# Work to be completed:
The required output is the line containing "Road topology of the image, covering" through the final line of the material below, printed exactly, with no other lines.

- - - -

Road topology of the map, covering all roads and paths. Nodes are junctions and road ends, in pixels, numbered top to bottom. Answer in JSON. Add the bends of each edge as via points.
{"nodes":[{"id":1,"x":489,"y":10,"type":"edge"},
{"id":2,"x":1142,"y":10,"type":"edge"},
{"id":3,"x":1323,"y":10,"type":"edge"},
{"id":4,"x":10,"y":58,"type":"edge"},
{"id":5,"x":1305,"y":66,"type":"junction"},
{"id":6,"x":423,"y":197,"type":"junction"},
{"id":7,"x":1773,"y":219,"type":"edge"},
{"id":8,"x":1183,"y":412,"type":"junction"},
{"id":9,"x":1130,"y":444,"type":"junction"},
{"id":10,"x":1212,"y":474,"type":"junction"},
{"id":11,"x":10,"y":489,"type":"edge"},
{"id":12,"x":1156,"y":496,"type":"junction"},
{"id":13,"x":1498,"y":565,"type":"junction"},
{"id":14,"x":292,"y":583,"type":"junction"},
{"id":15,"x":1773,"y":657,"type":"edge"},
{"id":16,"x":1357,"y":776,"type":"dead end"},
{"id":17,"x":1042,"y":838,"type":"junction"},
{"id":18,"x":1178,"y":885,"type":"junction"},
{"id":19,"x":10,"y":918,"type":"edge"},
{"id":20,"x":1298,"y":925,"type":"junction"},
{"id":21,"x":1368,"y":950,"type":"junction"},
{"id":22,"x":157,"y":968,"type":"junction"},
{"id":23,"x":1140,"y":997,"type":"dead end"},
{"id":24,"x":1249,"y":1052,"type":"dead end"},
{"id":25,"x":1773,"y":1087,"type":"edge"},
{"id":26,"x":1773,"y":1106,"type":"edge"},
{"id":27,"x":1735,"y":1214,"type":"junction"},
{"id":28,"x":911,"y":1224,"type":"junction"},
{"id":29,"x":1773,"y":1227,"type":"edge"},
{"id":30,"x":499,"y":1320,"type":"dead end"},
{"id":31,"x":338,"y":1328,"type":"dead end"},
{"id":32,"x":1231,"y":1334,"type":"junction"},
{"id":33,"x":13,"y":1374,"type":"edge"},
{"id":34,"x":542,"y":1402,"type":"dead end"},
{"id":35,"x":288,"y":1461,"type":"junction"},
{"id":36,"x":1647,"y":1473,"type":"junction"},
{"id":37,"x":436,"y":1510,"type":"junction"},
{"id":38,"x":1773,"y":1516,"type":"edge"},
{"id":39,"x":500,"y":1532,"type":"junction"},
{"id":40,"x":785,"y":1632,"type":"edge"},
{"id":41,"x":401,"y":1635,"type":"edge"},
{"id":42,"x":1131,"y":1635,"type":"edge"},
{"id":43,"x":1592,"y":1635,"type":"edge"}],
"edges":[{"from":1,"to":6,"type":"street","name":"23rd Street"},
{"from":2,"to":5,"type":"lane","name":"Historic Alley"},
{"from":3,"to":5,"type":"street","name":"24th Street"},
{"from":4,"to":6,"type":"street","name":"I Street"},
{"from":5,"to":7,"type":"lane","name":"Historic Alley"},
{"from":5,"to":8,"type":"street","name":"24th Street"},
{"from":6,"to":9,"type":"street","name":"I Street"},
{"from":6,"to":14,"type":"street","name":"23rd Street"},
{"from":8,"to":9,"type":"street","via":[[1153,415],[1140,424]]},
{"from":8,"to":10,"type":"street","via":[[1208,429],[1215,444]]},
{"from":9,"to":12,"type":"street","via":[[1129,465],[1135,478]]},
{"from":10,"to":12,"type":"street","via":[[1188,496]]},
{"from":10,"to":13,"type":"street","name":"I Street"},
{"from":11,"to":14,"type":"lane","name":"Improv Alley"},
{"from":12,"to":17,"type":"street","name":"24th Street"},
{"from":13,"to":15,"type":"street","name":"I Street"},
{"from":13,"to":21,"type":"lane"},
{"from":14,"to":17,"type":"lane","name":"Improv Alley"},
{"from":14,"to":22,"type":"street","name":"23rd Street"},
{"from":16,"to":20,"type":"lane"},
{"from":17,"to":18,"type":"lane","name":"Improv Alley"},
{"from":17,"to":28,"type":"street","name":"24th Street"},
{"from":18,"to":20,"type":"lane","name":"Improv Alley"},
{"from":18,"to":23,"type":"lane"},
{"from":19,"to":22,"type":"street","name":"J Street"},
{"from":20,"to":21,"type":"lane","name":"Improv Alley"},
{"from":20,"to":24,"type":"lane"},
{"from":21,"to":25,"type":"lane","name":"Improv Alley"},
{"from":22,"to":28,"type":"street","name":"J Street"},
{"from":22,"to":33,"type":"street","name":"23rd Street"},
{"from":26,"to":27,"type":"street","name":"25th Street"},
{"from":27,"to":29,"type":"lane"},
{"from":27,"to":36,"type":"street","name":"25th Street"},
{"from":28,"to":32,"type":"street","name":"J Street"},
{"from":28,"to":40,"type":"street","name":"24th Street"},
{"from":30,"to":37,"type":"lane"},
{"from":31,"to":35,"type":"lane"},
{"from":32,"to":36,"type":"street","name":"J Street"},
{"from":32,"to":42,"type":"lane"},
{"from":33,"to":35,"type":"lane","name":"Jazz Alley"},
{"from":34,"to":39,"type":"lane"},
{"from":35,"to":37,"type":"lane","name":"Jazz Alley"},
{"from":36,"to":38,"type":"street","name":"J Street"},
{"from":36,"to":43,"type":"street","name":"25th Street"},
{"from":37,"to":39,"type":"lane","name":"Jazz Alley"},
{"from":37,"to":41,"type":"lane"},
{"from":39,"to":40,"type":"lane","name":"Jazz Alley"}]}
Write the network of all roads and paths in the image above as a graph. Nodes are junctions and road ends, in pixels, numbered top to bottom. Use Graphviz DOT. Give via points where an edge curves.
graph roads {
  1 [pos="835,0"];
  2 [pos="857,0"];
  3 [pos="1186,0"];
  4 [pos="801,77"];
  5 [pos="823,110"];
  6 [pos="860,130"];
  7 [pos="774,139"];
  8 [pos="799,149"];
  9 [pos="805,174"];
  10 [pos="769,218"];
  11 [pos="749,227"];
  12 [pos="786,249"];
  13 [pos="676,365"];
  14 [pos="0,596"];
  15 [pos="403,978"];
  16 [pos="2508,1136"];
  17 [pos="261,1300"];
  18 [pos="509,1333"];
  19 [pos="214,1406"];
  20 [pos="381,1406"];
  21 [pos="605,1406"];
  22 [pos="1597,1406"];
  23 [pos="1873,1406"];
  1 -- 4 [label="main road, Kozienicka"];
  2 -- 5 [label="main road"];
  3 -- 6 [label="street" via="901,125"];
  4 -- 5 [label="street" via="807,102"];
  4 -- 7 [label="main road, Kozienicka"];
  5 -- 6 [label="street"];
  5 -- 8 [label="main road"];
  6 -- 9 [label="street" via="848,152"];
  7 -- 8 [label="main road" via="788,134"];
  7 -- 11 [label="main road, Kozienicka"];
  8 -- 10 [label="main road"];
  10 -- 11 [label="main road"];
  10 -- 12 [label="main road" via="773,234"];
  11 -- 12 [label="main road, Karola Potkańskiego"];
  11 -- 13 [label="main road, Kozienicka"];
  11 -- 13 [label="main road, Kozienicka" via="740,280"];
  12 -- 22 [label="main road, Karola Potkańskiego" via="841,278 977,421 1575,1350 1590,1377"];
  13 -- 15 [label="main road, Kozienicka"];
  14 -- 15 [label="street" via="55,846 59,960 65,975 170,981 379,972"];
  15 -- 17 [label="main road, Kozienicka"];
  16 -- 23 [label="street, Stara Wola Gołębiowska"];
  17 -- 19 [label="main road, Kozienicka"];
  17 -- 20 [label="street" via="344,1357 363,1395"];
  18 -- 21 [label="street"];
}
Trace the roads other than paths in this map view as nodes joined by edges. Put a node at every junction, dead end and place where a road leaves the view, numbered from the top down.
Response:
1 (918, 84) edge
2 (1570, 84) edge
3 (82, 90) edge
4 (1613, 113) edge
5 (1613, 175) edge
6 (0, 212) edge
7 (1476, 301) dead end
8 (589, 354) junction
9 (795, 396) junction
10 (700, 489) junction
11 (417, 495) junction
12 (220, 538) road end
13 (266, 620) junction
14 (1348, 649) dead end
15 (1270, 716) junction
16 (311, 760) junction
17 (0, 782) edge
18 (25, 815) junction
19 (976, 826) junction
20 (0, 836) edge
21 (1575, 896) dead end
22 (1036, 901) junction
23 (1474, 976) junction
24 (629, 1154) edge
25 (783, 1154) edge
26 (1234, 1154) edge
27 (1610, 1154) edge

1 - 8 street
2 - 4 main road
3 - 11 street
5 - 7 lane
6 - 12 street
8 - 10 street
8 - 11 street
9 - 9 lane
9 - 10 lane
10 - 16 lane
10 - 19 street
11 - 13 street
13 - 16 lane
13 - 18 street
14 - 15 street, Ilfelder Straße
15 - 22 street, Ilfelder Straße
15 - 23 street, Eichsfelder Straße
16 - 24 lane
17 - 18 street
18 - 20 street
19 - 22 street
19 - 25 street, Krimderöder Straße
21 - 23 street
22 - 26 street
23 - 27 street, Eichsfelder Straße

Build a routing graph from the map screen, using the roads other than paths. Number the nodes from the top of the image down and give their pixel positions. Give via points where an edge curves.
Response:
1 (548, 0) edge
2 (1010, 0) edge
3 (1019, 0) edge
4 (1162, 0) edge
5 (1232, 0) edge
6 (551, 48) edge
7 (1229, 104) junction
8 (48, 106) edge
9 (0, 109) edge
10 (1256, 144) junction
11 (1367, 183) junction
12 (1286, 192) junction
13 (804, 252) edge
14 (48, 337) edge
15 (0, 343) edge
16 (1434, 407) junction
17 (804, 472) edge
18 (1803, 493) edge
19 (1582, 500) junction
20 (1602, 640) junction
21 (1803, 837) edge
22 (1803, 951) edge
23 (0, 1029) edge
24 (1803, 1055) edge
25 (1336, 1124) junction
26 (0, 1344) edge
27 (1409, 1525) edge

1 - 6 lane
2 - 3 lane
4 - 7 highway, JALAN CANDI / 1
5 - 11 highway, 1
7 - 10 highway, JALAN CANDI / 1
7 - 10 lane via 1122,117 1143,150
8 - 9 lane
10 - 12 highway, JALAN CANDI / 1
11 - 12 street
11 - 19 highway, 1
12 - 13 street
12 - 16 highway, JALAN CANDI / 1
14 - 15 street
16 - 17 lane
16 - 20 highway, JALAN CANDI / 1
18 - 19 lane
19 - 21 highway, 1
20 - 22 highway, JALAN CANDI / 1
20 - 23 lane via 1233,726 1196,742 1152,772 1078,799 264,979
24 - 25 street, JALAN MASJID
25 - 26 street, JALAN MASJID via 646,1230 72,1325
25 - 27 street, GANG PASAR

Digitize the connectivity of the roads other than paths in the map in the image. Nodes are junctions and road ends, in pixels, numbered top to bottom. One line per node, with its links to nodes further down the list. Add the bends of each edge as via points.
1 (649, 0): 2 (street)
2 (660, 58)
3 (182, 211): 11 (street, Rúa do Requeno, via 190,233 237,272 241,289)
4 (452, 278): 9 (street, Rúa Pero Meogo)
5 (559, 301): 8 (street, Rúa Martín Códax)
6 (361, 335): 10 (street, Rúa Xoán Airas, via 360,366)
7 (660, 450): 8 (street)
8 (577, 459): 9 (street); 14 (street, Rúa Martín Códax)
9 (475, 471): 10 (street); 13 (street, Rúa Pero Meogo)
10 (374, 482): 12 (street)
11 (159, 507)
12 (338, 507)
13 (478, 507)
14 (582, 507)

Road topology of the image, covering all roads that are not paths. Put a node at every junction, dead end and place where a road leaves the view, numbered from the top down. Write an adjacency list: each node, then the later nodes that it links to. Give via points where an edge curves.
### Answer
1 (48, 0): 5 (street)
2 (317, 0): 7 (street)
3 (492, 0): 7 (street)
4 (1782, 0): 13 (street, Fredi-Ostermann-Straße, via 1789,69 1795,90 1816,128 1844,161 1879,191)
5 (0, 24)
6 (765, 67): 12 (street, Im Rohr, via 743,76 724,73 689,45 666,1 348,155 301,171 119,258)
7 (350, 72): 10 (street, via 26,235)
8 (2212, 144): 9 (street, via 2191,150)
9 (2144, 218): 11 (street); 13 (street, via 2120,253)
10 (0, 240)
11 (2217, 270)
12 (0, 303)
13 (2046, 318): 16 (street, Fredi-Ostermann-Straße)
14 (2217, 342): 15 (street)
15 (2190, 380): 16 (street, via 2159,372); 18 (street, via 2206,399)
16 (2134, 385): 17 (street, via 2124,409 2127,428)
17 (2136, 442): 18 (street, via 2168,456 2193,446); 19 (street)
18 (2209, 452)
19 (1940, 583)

- - - -

# Answer for the task:
Road topology of the image, covering all roads that are not paths. Put a node at every junction, dead end and place where a road leaves the view, numbered from the top down. Write an adjacency list: each node, then the later nodes that it links to. Give via points where an edge curves.
### Answer
1 (48, 0): 5 (street)
2 (317, 0): 7 (street)
3 (492, 0): 7 (street)
4 (1782, 0): 13 (street, Fredi-Ostermann-Straße, via 1789,69 1795,90 1816,128 1844,161 1879,191)
5 (0, 24)
6 (765, 67): 12 (street, Im Rohr, via 743,76 724,73 689,45 666,1 348,155 301,171 119,258)
7 (350, 72): 10 (street, via 26,235)
8 (2212, 144): 9 (street, via 2191,150)
9 (2144, 218): 11 (street); 13 (street, via 2120,253)
10 (0, 240)
11 (2217, 270)
12 (0, 303)
13 (2046, 318): 16 (street, Fredi-Ostermann-Straße)
14 (2217, 342): 15 (street)
15 (2190, 380): 16 (street, via 2159,372); 18 (street, via 2206,399)
16 (2134, 385): 17 (street, via 2124,409 2127,428)
17 (2136, 442): 18 (street, via 2168,456 2193,446); 19 (street)
18 (2209, 452)
19 (1940, 583)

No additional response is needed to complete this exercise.